● **Collected data**
((
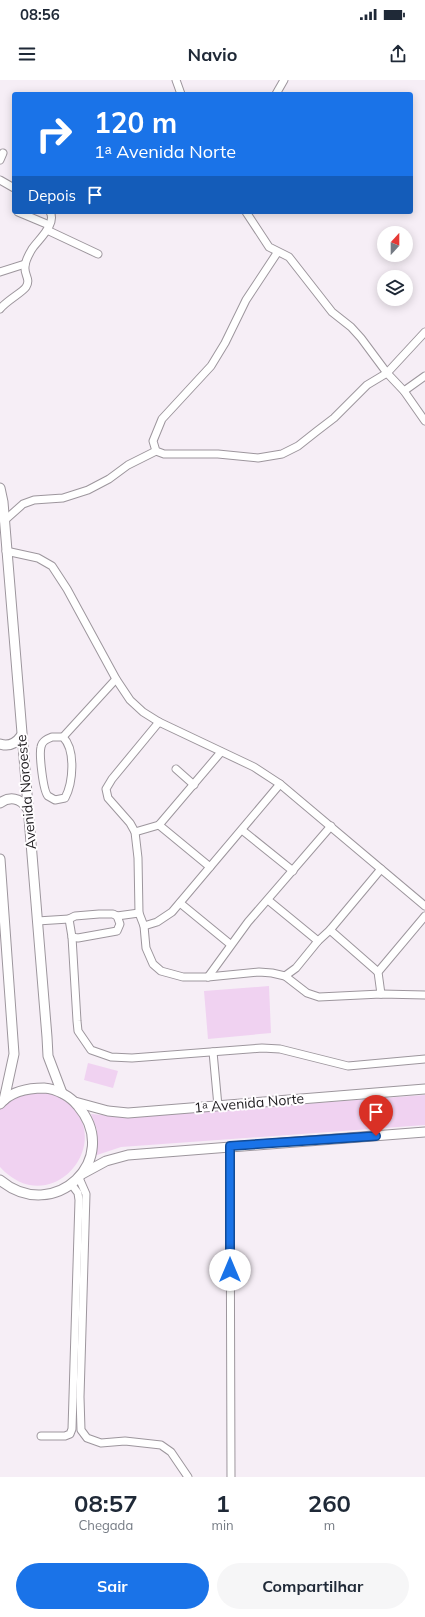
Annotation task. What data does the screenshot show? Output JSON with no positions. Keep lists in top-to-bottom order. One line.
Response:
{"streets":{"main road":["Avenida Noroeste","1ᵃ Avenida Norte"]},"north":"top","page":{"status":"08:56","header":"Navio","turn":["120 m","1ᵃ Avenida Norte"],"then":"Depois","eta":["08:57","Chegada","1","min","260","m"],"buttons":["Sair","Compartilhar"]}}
))
● **Exercise**
When you retype the listing above, keep each line exactly as written and drop the pictures.

● **Reply**
Annotation task. What data does the screenshot show? Output JSON with no positions. Keep lists in top-to-bottom order. One line.
Response:
{"streets":{"main road":["Avenida Noroeste","1ᵃ Avenida Norte"]},"north":"top","page":{"status":"08:56","header":"Navio","turn":["120 m","1ᵃ Avenida Norte"],"then":"Depois","eta":["08:57","Chegada","1","min","260","m"],"buttons":["Sair","Compartilhar"]}}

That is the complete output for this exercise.